Please print out every entry below, verbatim.
****************
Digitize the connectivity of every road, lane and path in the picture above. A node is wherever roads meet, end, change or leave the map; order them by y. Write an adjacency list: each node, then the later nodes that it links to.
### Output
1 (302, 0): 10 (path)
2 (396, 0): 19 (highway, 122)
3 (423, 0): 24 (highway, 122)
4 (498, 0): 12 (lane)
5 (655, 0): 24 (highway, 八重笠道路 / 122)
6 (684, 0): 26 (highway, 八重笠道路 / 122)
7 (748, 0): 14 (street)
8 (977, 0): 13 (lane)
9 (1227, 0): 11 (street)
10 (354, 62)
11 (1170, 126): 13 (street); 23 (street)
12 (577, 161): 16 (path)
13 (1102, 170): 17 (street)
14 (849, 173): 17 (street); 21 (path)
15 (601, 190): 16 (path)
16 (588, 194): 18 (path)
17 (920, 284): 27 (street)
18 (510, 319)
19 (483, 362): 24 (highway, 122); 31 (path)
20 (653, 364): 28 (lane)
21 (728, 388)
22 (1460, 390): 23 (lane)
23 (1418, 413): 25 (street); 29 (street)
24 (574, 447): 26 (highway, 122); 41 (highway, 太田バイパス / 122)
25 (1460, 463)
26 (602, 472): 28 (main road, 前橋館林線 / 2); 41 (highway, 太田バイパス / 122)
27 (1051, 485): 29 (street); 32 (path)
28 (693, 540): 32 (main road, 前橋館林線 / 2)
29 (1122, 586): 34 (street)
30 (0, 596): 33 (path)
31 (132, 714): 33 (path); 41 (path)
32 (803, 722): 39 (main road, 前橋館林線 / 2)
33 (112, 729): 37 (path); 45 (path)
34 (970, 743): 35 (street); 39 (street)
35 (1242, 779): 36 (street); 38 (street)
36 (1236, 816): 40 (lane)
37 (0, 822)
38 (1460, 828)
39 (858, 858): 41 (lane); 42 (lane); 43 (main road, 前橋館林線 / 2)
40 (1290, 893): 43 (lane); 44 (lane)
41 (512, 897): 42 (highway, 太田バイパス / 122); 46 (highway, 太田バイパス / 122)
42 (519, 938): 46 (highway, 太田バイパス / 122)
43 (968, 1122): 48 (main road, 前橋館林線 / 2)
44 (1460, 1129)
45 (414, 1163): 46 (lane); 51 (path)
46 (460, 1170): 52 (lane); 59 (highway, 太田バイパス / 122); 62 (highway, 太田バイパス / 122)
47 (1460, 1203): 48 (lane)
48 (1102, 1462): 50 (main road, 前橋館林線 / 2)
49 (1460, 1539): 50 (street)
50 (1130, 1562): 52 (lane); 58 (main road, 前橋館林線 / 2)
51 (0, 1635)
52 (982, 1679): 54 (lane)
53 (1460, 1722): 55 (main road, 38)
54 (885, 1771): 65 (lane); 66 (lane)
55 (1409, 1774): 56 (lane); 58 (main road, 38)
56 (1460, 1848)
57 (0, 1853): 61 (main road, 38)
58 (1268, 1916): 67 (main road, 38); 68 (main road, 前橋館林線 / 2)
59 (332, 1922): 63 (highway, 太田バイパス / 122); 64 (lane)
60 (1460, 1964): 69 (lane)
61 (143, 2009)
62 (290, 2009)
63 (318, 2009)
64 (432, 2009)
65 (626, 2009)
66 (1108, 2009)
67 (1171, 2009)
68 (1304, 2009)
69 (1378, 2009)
****************
# Exercise answer
Digitize the connectivity of every road, lane and path in the picture above. A node is wherever roads meet, end, change or leave the map; order them by y. Write an adjacency list: each node, then the later nodes that it links to.
### Output
1 (302, 0): 10 (path)
2 (396, 0): 19 (highway, 122)
3 (423, 0): 24 (highway, 122)
4 (498, 0): 12 (lane)
5 (655, 0): 24 (highway, 八重笠道路 / 122)
6 (684, 0): 26 (highway, 八重笠道路 / 122)
7 (748, 0): 14 (street)
8 (977, 0): 13 (lane)
9 (1227, 0): 11 (street)
10 (354, 62)
11 (1170, 126): 13 (street); 23 (street)
12 (577, 161): 16 (path)
13 (1102, 170): 17 (street)
14 (849, 173): 17 (street); 21 (path)
15 (601, 190): 16 (path)
16 (588, 194): 18 (path)
17 (920, 284): 27 (street)
18 (510, 319)
19 (483, 362): 24 (highway, 122); 31 (path)
20 (653, 364): 28 (lane)
21 (728, 388)
22 (1460, 390): 23 (lane)
23 (1418, 413): 25 (street); 29 (street)
24 (574, 447): 26 (highway, 122); 41 (highway, 太田バイパス / 122)
25 (1460, 463)
26 (602, 472): 28 (main road, 前橋館林線 / 2); 41 (highway, 太田バイパス / 122)
27 (1051, 485): 29 (street); 32 (path)
28 (693, 540): 32 (main road, 前橋館林線 / 2)
29 (1122, 586): 34 (street)
30 (0, 596): 33 (path)
31 (132, 714): 33 (path); 41 (path)
32 (803, 722): 39 (main road, 前橋館林線 / 2)
33 (112, 729): 37 (path); 45 (path)
34 (970, 743): 35 (street); 39 (street)
35 (1242, 779): 36 (street); 38 (street)
36 (1236, 816): 40 (lane)
37 (0, 822)
38 (1460, 828)
39 (858, 858): 41 (lane); 42 (lane); 43 (main road, 前橋館林線 / 2)
40 (1290, 893): 43 (lane); 44 (lane)
41 (512, 897): 42 (highway, 太田バイパス / 122); 46 (highway, 太田バイパス / 122)
42 (519, 938): 46 (highway, 太田バイパス / 122)
43 (968, 1122): 48 (main road, 前橋館林線 / 2)
44 (1460, 1129)
45 (414, 1163): 46 (lane); 51 (path)
46 (460, 1170): 52 (lane); 59 (highway, 太田バイパス / 122); 62 (highway, 太田バイパス / 122)
47 (1460, 1203): 48 (lane)
48 (1102, 1462): 50 (main road, 前橋館林線 / 2)
49 (1460, 1539): 50 (street)
50 (1130, 1562): 52 (lane); 58 (main road, 前橋館林線 / 2)
51 (0, 1635)
52 (982, 1679): 54 (lane)
53 (1460, 1722): 55 (main road, 38)
54 (885, 1771): 65 (lane); 66 (lane)
55 (1409, 1774): 56 (lane); 58 (main road, 38)
56 (1460, 1848)
57 (0, 1853): 61 (main road, 38)
58 (1268, 1916): 67 (main road, 38); 68 (main road, 前橋館林線 / 2)
59 (332, 1922): 63 (highway, 太田バイパス / 122); 64 (lane)
60 (1460, 1964): 69 (lane)
61 (143, 2009)
62 (290, 2009)
63 (318, 2009)
64 (432, 2009)
65 (626, 2009)
66 (1108, 2009)
67 (1171, 2009)
68 (1304, 2009)
69 (1378, 2009)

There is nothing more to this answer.